Well, it means that grade wise you are all going to do fine. Let's just get that out of the way. It means that we have to trust one another and help one another through this process.

And, with all of that in mind, let's begin.

## Getting set up.

As always, you're going to want to build your environment.
I would recommend you use python 3.7 and that you install jupyter, folium, and geopandas. I used the `-c conda-forge` to install all three at once, but do what works for you.

In addition, you're going to need to install the azure services we're going to be using. 
`pip install azure-cognitiveservices-search-newssearch`

You'll also have access to their maps service and their sentiment analysis (although you could also use one of our other mapping, geocoding, or sentiment analysis services instead - such as folium, geopy, or NLTK).

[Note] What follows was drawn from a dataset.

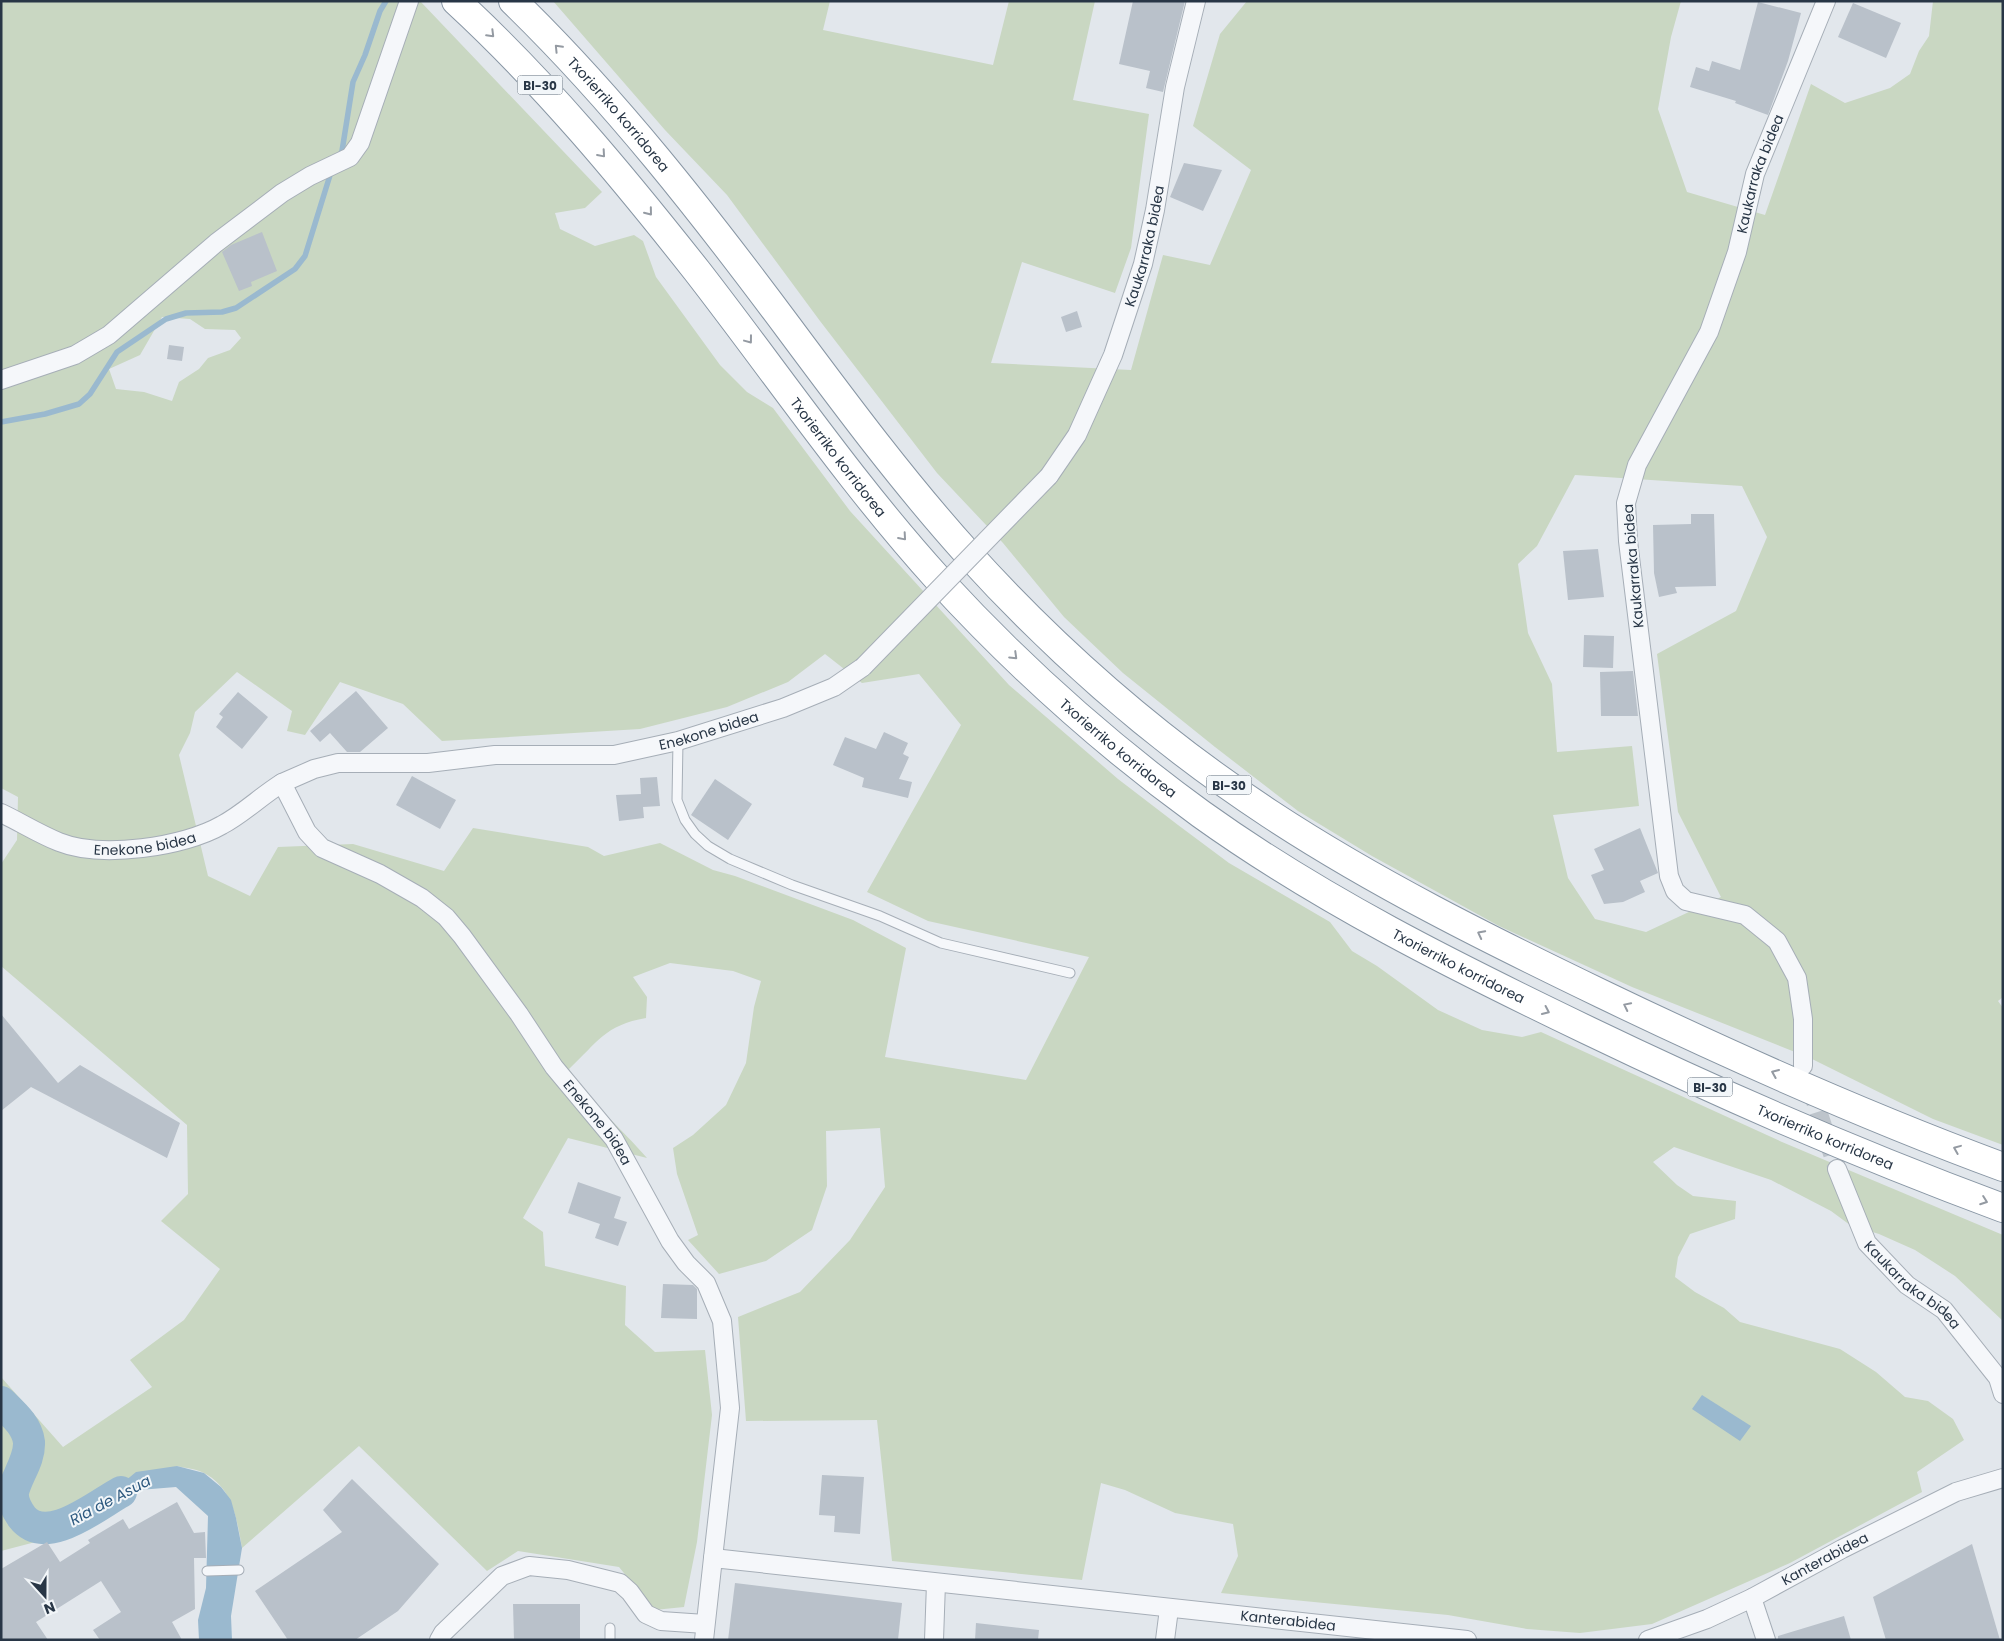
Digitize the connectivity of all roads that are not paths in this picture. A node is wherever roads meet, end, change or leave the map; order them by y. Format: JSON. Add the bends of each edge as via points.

## Our goal and some guidance

Here's where things get tricky. Unlike in other labs, I don't have a set of questions for you to work through. Instead, I'm going to give you an end goal and then some tips on how you might approach it. I'll also be constantly visiting each group to help you generate ideas, goals, and methods.

For what it's worth, this is how your Cartography seminar will work, so think of this as a bit of a taste of what's to come. **Have fun**. Be bold and be creative. 

### Your task: Create a map of how people are talking about a place
**Wait, what?**

What I want you to do is create a map that visualizes how a place is being talked about in the news, on social media, etc.

**Wait, how?**

Well, take a look at [this quickstart guide for sentiment analysis](https://docs.microsoft.com/en-us/azure/cognitive-services/text-analytics/quickstarts/python). You can find another [tutorial here](https://www.pingshiuanchua.com/blog/post/simple-sentiment-analysis-python). That second one uses a few approaches, but I recommend you stick with azure or NLTK. 

Sentiment analysis gives you a very rough, machine-learning createsd sense of the 'emotion' (positive or negative) in a given set of texts. It's extremely useful, for example, if you are trying to monitor how people are talking about your business(es) online. 

Then take a look at [this guide on conducting news searches](https://docs.microsoft.com/en-us/azure/cognitive-services/bing-news-search/news-sdk-python-quickstart). (note: you've already set up your environment as they do at the beginning). 

You can also read about azure maps' geocoding service [here](https://docs.microsoft.com/en-us/rest/api/maps/search). You have access to this service (see the passkeys below).

But, remember, you have other sources of information as well! You could - for example - monitor twitter for tweets about a place (talk to me if you'd like to do this); you could use the geopy geocoder (you've seen examples of this in my code, you can read more about it [here](https://geopy.readthedocs.io/en/stable/); you could - being careful with your credits - use the Arc GIS API geocoder or other services.

**At this point, you have a lot of tools open to you**. Talk with your group, talk with me, come up with a plan.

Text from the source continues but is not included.